- PROBLEM STATEMENT -
In the copy, leave out the pictures and repeat all records exactly.

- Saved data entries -
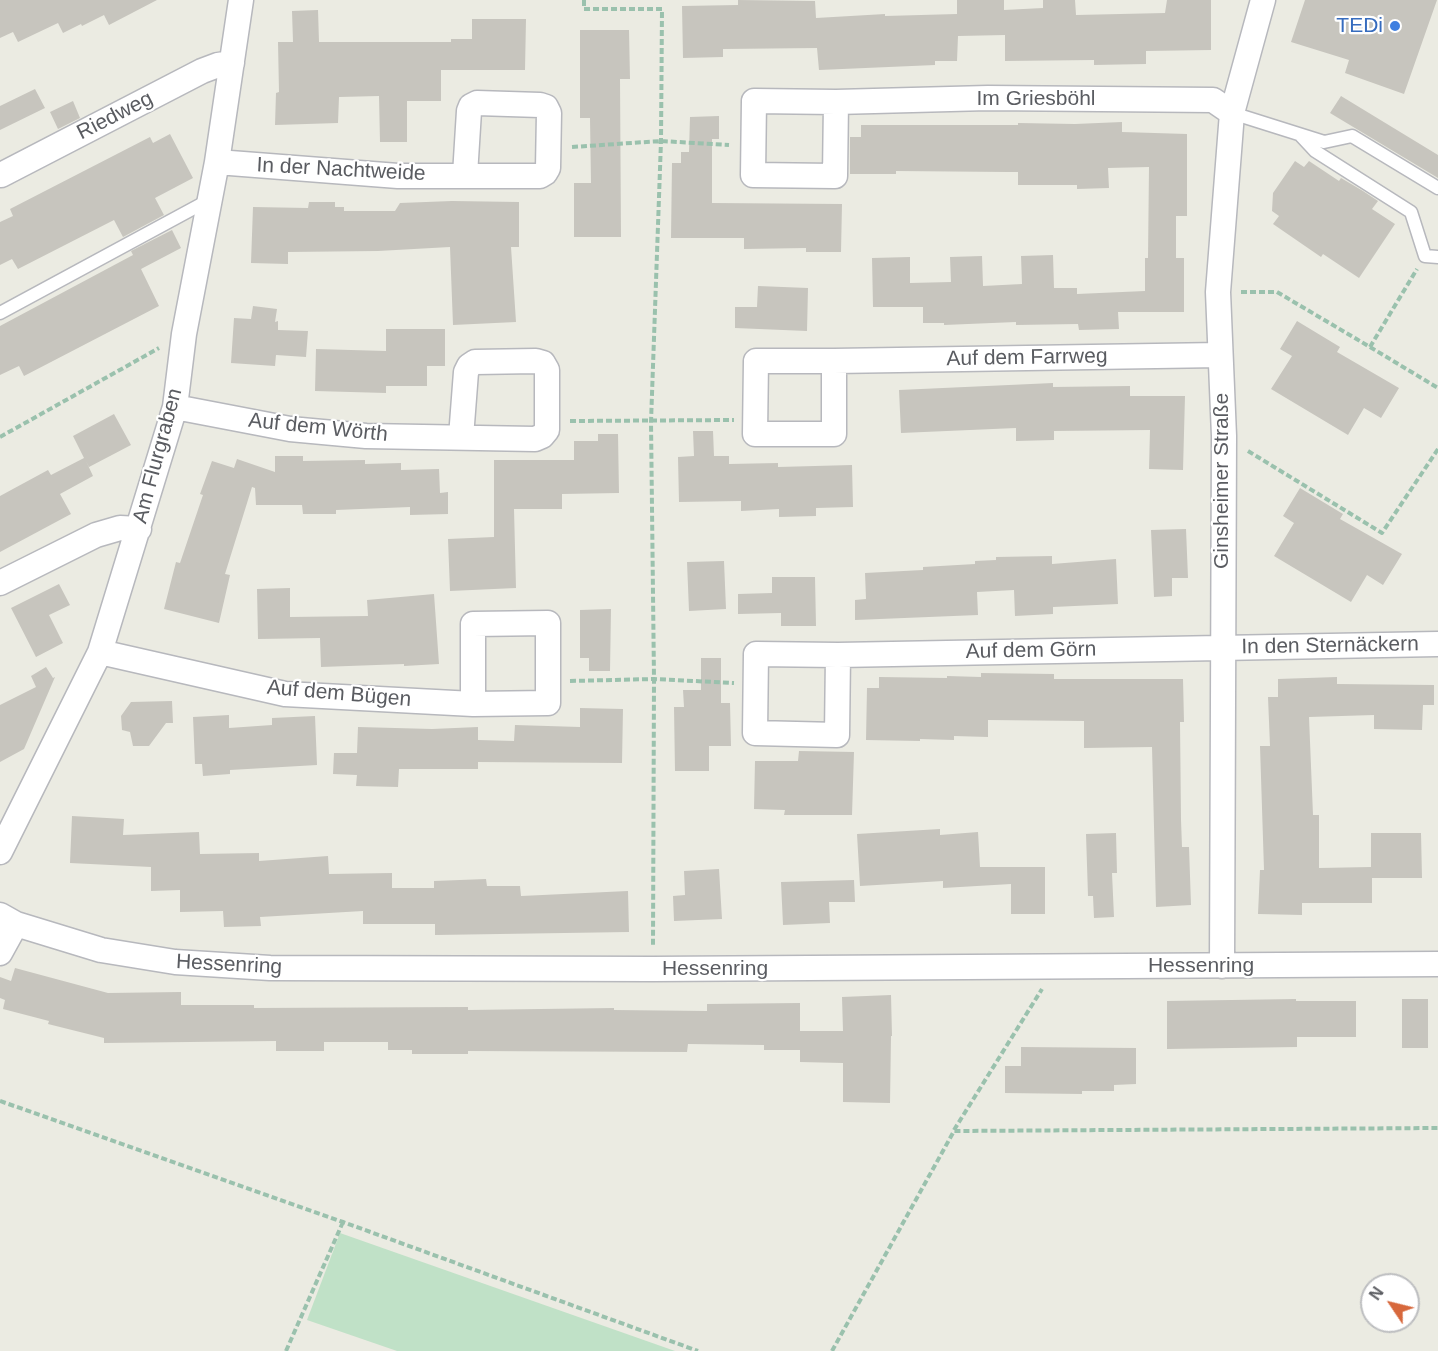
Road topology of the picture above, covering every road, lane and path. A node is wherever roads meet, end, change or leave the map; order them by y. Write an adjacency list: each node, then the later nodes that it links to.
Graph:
1 (241, 0): 4 (street, Am Flurgraben)
2 (584, 0): 8 (path)
3 (1263, 0): 6 (street, Ginsheimer Straße)
4 (232, 63): 11 (street, Am Flurgraben); 12 (street, Riedweg)
5 (836, 102): 6 (street, Im Griesböhl); 9 (street, Im Griesböhl); 9 (street, Im Griesböhl)
6 (1232, 112): 7 (lane); 18 (street, Ginsheimer Straße)
7 (1300, 135): 14 (lane); 16 (lane)
8 (661, 141): 9 (path); 10 (path); 28 (path)
9 (754, 146)
10 (548, 148): 13 (street, In der Nachtweide); 13 (street, In der Nachtweide)
11 (217, 162): 13 (street, In der Nachtweide); 15 (street, Am Flurgraben)
12 (0, 175)
13 (465, 175)
14 (1438, 188)
15 (209, 200): 19 (lane); 20 (street, Am Flurgraben)
16 (1425, 256): 17 (lane); 21 (path)
17 (1438, 257)
18 (1218, 292): 21 (path); 22 (street, Ginsheimer Straße)
19 (0, 313)
20 (184, 334): 25 (street, Am Flurgraben); 30 (path)
21 (1370, 347): 24 (path)
22 (1220, 355): 23 (street, Auf dem Farrweg); 29 (street, Ginsheimer Straße)
23 (834, 361): 27 (street, Auf dem Farrweg); 27 (street)
24 (1438, 388)
25 (176, 407): 31 (street, Auf dem Wörth); 33 (street, Am Flurgraben)
26 (546, 420): 28 (path); 31 (street, Auf dem Wörth); 31 (street)
27 (755, 420): 28 (path)
28 (651, 422): 39 (path)
29 (1224, 436): 32 (path); 36 (street, Ginsheimer Straße)
30 (0, 437)
31 (461, 437)
32 (1438, 449)
33 (139, 529): 34 (street); 37 (street, Am Flurgraben)
34 (0, 583)
35 (1438, 644): 36 (street, In den Sternäckern)
36 (1223, 647): 38 (street, Auf dem Görn); 47 (street, Ginsheimer Straße)
37 (100, 652): 42 (street, Auf dem Bügen); 43 (street, Am Flurgraben)
38 (838, 656): 41 (street, Auf dem Görn); 41 (street, Auf dem Görn)
39 (654, 679): 40 (path); 41 (path); 49 (path)
40 (548, 682): 42 (street, Auf dem Bügen); 42 (street, Auf dem Bügen)
41 (756, 685)
42 (473, 704)
43 (0, 852)
44 (8, 920): 45 (street); 49 (street, Hessenring)
45 (0, 953)
46 (1438, 963): 47 (street, Hessenring)
47 (1222, 966): 48 (street, Hessenring)
48 (1055, 967): 49 (street, Hessenring); 52 (path)
49 (653, 969)
50 (0, 1101): 53 (path)
51 (1438, 1128): 52 (path)
52 (954, 1131): 56 (path)
53 (344, 1222): 54 (path); 55 (path)
54 (286, 1351)
55 (698, 1351)
56 (832, 1351)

- RESULT OF THIS TASK -
Road topology of the picture above, covering every road, lane and path. A node is wherever roads meet, end, change or leave the map; order them by y. Write an adjacency list: each node, then the later nodes that it links to.
Graph:
1 (241, 0): 4 (street, Am Flurgraben)
2 (584, 0): 8 (path)
3 (1263, 0): 6 (street, Ginsheimer Straße)
4 (232, 63): 11 (street, Am Flurgraben); 12 (street, Riedweg)
5 (836, 102): 6 (street, Im Griesböhl); 9 (street, Im Griesböhl); 9 (street, Im Griesböhl)
6 (1232, 112): 7 (lane); 18 (street, Ginsheimer Straße)
7 (1300, 135): 14 (lane); 16 (lane)
8 (661, 141): 9 (path); 10 (path); 28 (path)
9 (754, 146)
10 (548, 148): 13 (street, In der Nachtweide); 13 (street, In der Nachtweide)
11 (217, 162): 13 (street, In der Nachtweide); 15 (street, Am Flurgraben)
12 (0, 175)
13 (465, 175)
14 (1438, 188)
15 (209, 200): 19 (lane); 20 (street, Am Flurgraben)
16 (1425, 256): 17 (lane); 21 (path)
17 (1438, 257)
18 (1218, 292): 21 (path); 22 (street, Ginsheimer Straße)
19 (0, 313)
20 (184, 334): 25 (street, Am Flurgraben); 30 (path)
21 (1370, 347): 24 (path)
22 (1220, 355): 23 (street, Auf dem Farrweg); 29 (street, Ginsheimer Straße)
23 (834, 361): 27 (street, Auf dem Farrweg); 27 (street)
24 (1438, 388)
25 (176, 407): 31 (street, Auf dem Wörth); 33 (street, Am Flurgraben)
26 (546, 420): 28 (path); 31 (street, Auf dem Wörth); 31 (street)
27 (755, 420): 28 (path)
28 (651, 422): 39 (path)
29 (1224, 436): 32 (path); 36 (street, Ginsheimer Straße)
30 (0, 437)
31 (461, 437)
32 (1438, 449)
33 (139, 529): 34 (street); 37 (street, Am Flurgraben)
34 (0, 583)
35 (1438, 644): 36 (street, In den Sternäckern)
36 (1223, 647): 38 (street, Auf dem Görn); 47 (street, Ginsheimer Straße)
37 (100, 652): 42 (street, Auf dem Bügen); 43 (street, Am Flurgraben)
38 (838, 656): 41 (street, Auf dem Görn); 41 (street, Auf dem Görn)
39 (654, 679): 40 (path); 41 (path); 49 (path)
40 (548, 682): 42 (street, Auf dem Bügen); 42 (street, Auf dem Bügen)
41 (756, 685)
42 (473, 704)
43 (0, 852)
44 (8, 920): 45 (street); 49 (street, Hessenring)
45 (0, 953)
46 (1438, 963): 47 (street, Hessenring)
47 (1222, 966): 48 (street, Hessenring)
48 (1055, 967): 49 (street, Hessenring); 52 (path)
49 (653, 969)
50 (0, 1101): 53 (path)
51 (1438, 1128): 52 (path)
52 (954, 1131): 56 (path)
53 (344, 1222): 54 (path); 55 (path)
54 (286, 1351)
55 (698, 1351)
56 (832, 1351)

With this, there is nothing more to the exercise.